RECORDS SHOWN START

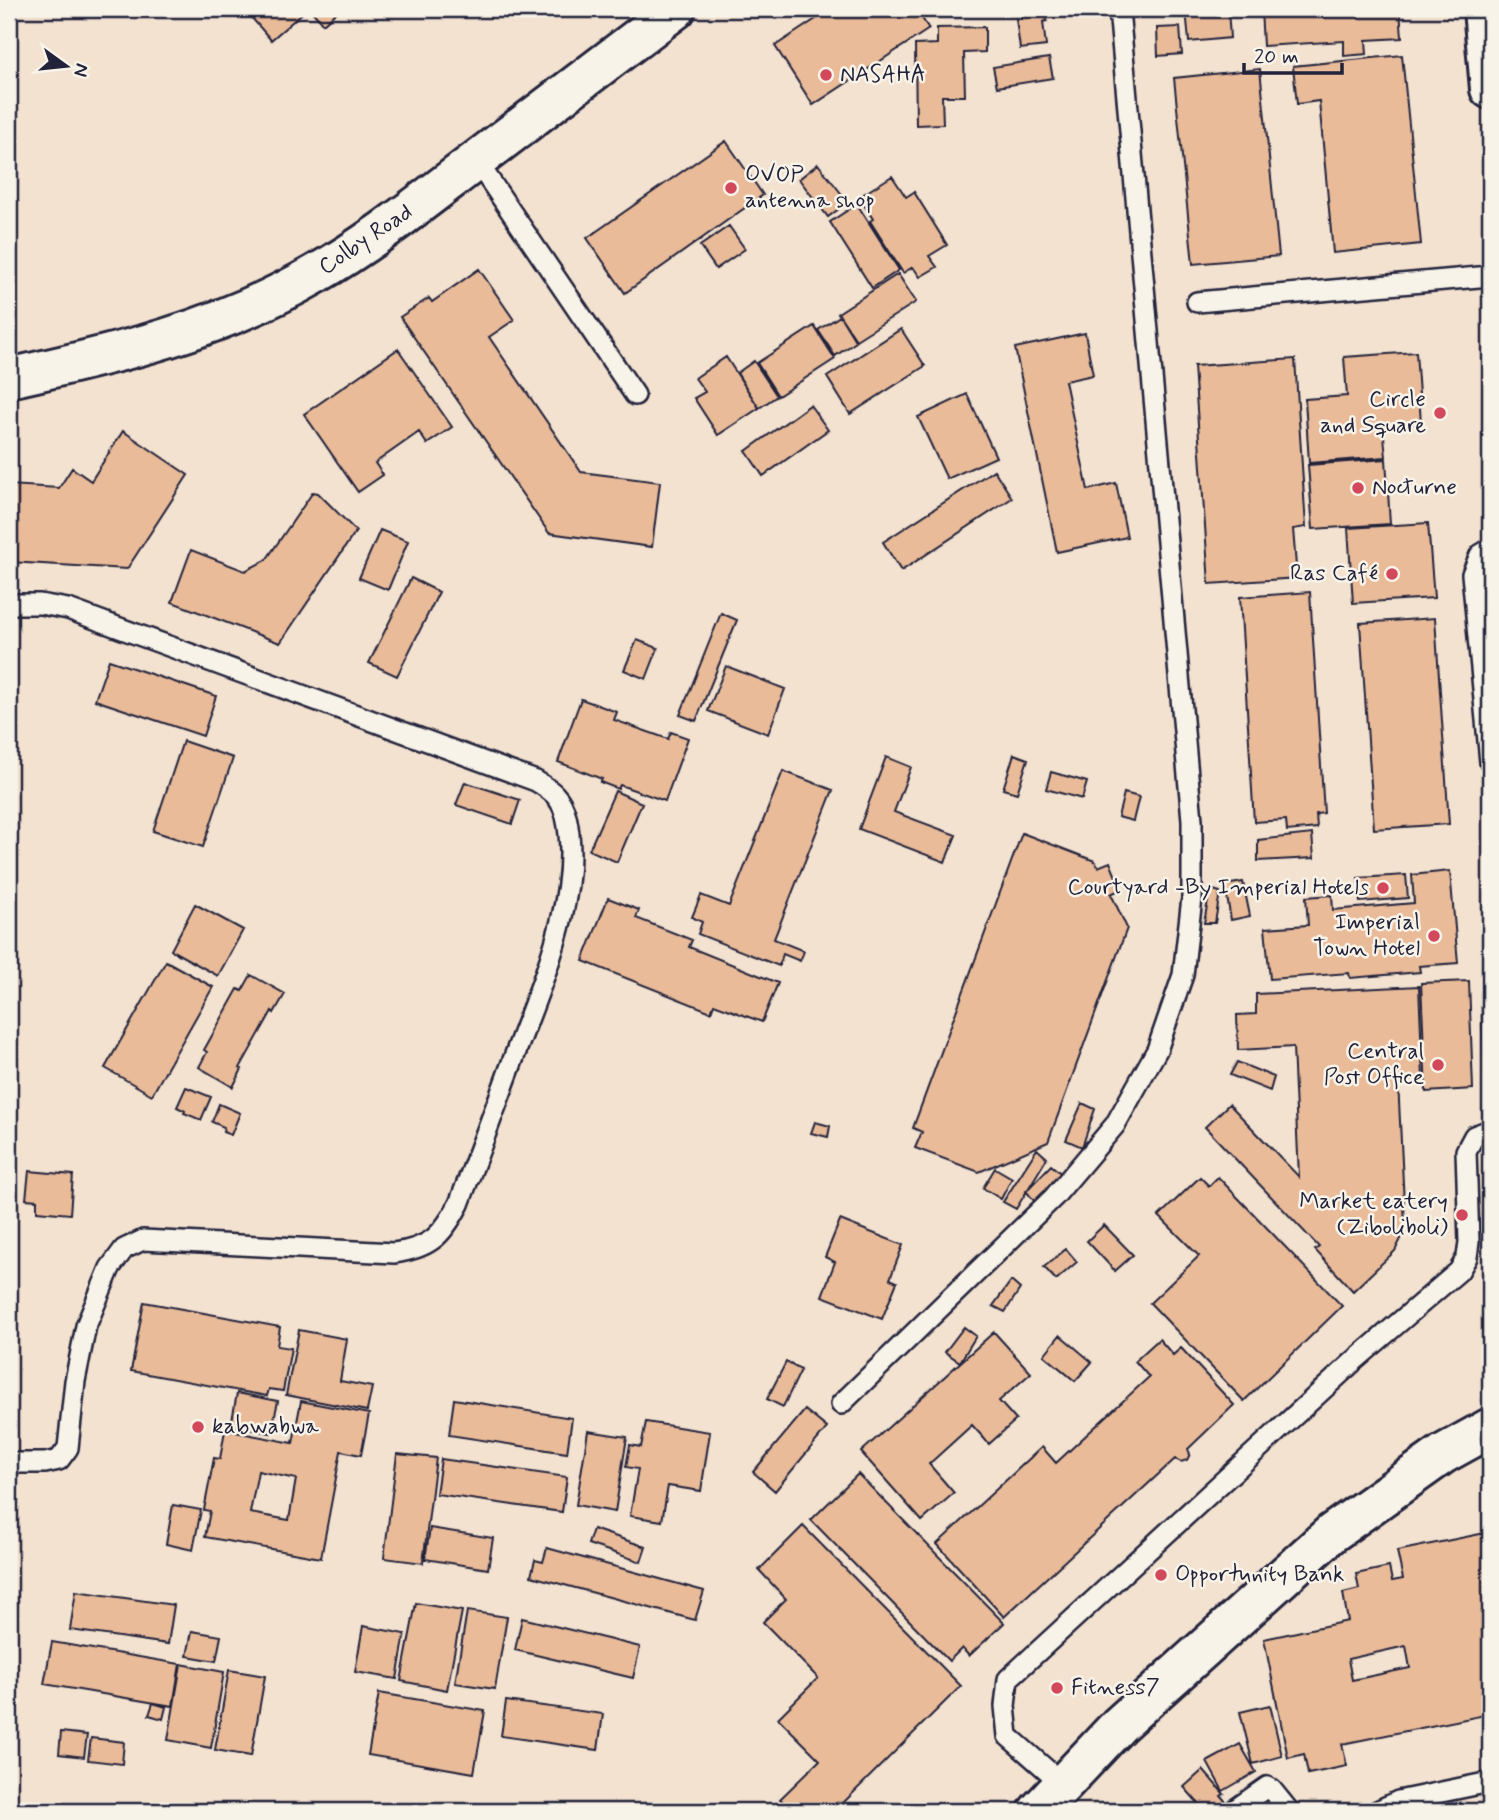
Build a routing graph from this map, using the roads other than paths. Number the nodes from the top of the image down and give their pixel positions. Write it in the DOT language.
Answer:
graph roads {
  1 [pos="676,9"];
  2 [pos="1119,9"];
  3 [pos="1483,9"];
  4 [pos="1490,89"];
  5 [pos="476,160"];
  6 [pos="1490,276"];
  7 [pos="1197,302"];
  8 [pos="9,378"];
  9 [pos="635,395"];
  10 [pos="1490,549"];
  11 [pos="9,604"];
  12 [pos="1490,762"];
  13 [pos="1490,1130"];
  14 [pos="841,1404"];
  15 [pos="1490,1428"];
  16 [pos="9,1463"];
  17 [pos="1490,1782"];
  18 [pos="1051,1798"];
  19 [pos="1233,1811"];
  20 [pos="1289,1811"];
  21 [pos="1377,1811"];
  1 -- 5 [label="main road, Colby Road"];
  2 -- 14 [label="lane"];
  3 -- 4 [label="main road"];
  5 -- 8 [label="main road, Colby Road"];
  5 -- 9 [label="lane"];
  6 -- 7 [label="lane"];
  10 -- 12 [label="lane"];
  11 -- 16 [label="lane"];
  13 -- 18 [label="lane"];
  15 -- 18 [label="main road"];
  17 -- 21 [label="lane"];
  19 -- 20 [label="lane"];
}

RECORDS SHOWN END
RECORDS SHOWN START

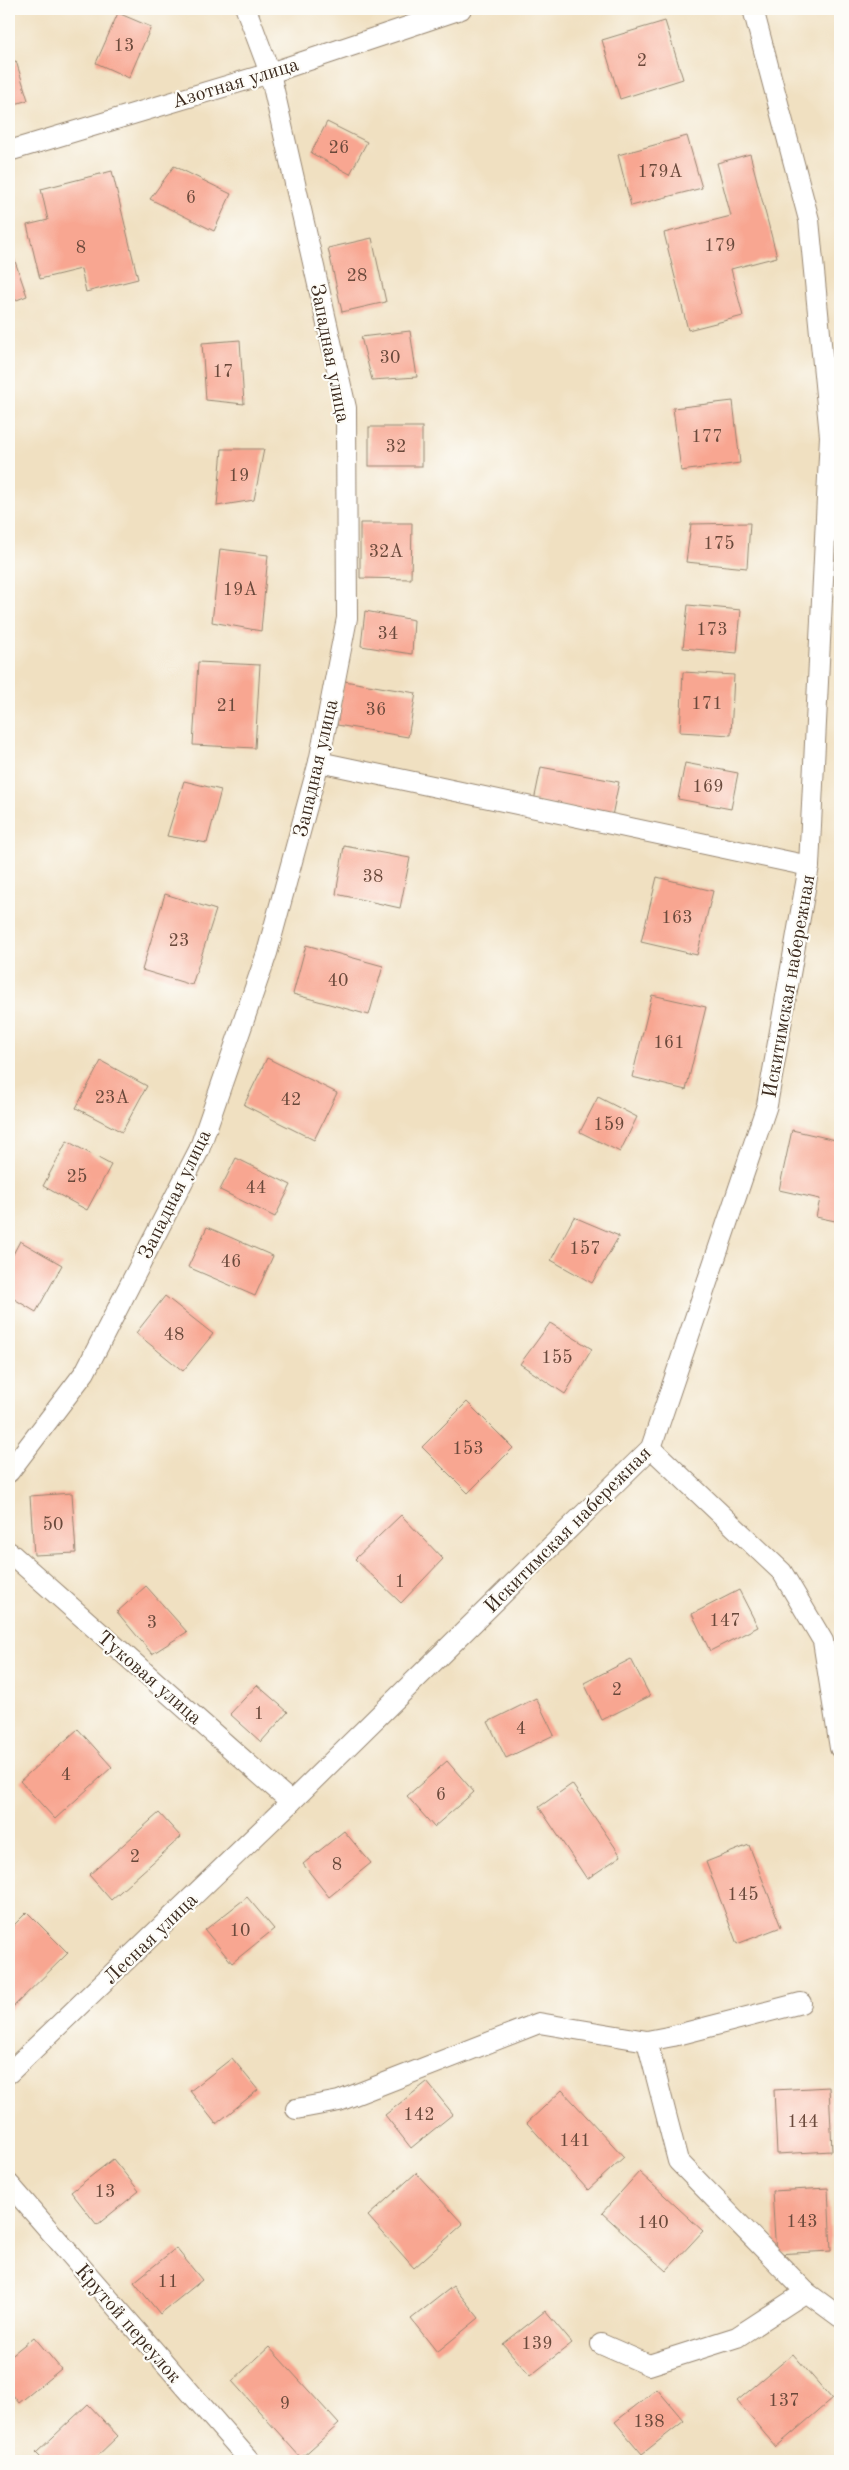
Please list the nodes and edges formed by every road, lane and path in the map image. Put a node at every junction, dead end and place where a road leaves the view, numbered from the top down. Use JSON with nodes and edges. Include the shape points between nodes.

RECORDS SHOWN END

YOUR INSTRUCTIONS:
In the records, how many lines hold the word "nodes"? Answer with the number and no other words.

RESPONSE AREA:
2